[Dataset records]
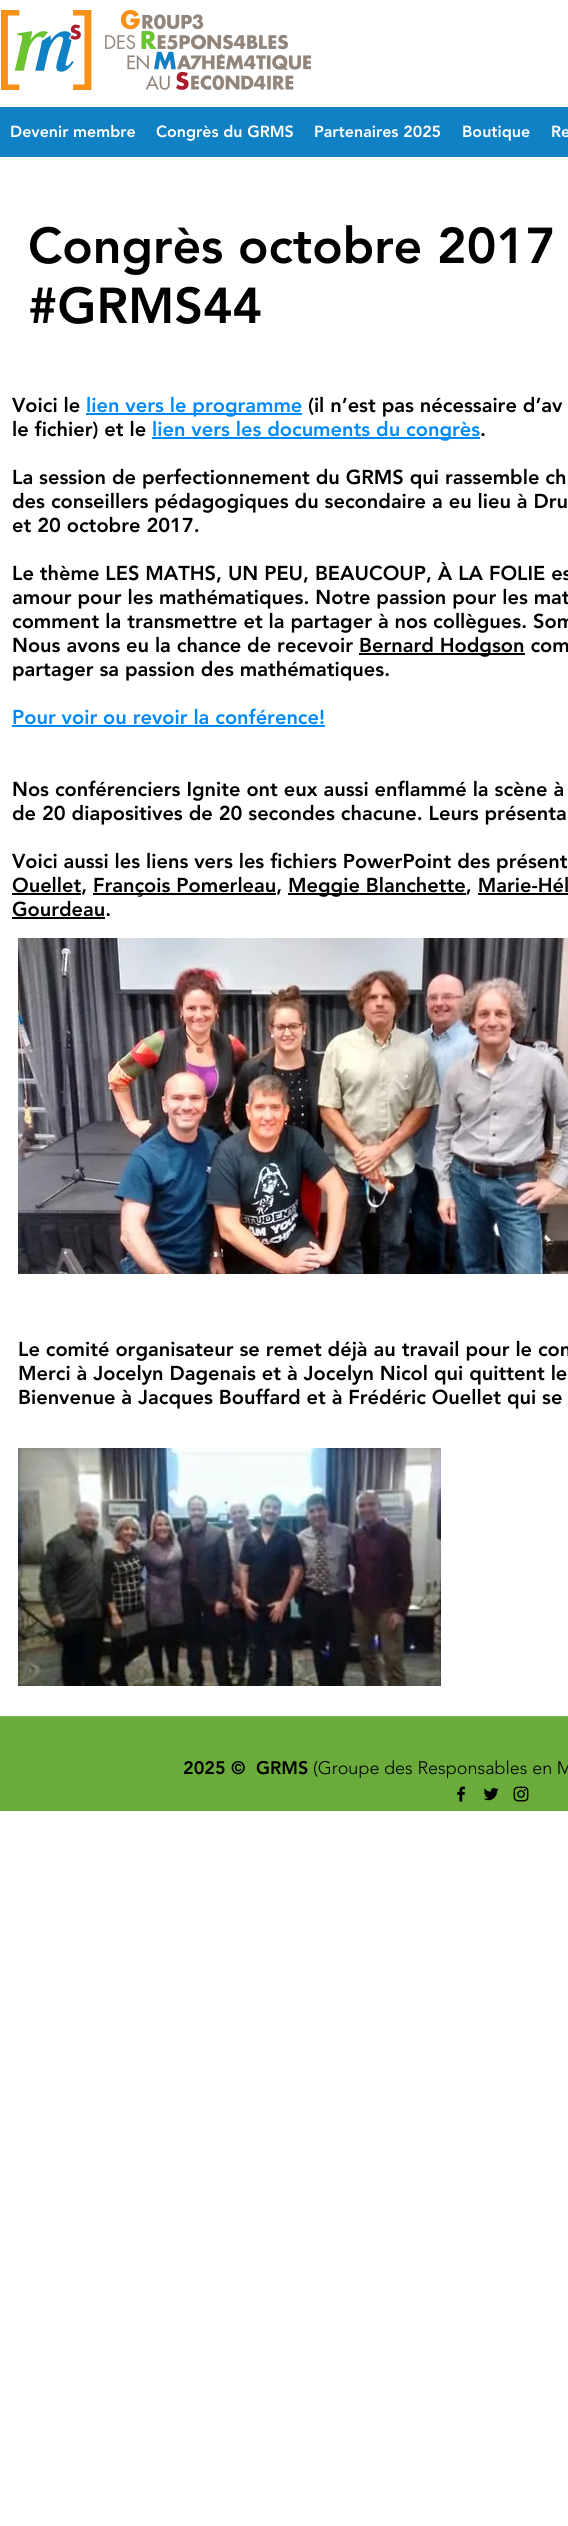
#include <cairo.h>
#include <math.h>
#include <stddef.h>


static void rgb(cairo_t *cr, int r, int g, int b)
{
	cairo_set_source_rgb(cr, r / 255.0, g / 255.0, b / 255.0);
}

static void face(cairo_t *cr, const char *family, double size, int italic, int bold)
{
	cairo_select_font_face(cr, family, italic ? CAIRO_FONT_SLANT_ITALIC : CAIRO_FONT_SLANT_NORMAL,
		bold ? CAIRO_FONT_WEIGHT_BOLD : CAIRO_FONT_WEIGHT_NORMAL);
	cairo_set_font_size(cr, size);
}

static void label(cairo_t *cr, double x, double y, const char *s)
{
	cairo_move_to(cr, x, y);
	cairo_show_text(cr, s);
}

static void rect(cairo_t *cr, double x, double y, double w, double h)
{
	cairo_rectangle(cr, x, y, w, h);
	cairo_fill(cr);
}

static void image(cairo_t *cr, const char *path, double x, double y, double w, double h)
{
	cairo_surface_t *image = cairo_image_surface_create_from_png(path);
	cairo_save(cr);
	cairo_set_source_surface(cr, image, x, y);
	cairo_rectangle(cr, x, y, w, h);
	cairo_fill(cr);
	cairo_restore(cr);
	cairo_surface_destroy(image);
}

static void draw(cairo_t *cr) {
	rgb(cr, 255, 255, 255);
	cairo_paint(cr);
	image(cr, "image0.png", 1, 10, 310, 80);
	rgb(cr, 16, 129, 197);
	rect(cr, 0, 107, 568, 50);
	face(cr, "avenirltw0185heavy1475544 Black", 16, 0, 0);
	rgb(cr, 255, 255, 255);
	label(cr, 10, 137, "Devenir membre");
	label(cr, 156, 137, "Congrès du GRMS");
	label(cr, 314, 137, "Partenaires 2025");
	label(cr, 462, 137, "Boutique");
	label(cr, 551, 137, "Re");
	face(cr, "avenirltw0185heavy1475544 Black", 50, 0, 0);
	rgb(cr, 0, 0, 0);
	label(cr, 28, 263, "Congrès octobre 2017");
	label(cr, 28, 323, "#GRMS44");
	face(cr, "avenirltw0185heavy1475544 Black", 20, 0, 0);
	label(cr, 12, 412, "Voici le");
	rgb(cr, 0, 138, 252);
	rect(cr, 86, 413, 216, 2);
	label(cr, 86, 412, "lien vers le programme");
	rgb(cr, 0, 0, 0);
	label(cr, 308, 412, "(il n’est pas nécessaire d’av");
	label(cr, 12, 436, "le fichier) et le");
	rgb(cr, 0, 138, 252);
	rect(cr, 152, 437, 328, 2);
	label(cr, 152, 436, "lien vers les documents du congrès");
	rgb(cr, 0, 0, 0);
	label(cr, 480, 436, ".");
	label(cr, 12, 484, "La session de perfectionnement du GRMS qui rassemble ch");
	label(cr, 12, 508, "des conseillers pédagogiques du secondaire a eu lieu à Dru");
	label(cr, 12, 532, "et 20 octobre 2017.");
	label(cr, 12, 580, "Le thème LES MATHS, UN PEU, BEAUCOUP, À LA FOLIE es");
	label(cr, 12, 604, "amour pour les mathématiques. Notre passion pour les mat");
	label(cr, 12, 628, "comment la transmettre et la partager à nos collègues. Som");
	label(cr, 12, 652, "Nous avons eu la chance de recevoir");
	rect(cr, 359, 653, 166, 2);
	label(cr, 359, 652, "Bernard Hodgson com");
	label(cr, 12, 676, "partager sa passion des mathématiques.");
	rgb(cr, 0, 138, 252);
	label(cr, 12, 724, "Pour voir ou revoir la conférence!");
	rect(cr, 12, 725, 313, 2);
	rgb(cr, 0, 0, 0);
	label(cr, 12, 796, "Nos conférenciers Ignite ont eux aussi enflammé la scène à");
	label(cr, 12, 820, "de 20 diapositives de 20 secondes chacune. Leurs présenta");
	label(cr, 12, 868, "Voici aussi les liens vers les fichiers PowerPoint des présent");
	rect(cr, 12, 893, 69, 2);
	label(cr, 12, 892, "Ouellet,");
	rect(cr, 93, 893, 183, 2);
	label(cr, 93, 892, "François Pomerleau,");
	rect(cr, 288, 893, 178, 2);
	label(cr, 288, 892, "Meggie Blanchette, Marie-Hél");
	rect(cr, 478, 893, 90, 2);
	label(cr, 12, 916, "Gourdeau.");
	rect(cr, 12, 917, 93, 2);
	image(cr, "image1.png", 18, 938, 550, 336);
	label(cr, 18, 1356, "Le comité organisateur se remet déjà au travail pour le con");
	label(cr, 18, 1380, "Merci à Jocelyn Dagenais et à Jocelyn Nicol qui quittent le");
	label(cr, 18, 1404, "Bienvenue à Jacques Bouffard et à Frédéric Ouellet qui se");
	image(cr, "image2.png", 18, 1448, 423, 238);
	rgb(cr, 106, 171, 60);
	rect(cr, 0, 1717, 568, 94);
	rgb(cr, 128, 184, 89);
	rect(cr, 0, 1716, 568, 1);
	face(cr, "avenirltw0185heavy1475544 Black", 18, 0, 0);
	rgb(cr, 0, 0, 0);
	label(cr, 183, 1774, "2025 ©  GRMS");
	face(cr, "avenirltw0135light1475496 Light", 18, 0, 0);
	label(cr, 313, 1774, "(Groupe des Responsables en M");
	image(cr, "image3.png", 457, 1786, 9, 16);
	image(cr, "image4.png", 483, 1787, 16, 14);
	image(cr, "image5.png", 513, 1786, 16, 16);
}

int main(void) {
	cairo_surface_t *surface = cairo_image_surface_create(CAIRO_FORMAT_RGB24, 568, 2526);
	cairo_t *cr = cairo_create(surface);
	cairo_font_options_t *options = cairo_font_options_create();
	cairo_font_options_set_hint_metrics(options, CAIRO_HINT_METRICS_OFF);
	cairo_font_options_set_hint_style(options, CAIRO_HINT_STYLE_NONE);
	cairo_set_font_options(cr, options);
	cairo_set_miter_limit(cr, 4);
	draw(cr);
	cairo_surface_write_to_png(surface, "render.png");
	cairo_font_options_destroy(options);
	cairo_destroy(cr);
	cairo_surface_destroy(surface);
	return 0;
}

▸ TO DO
Take the lines above from the one containing "cairo_surface_destroy(image);" down to the one containing "static void draw(cairo_t", and transcribe them exactly, both ends included.

▸ OUTPUT FOR THIS TASK
	cairo_surface_destroy(image);
}

static void draw(cairo_t *cr) {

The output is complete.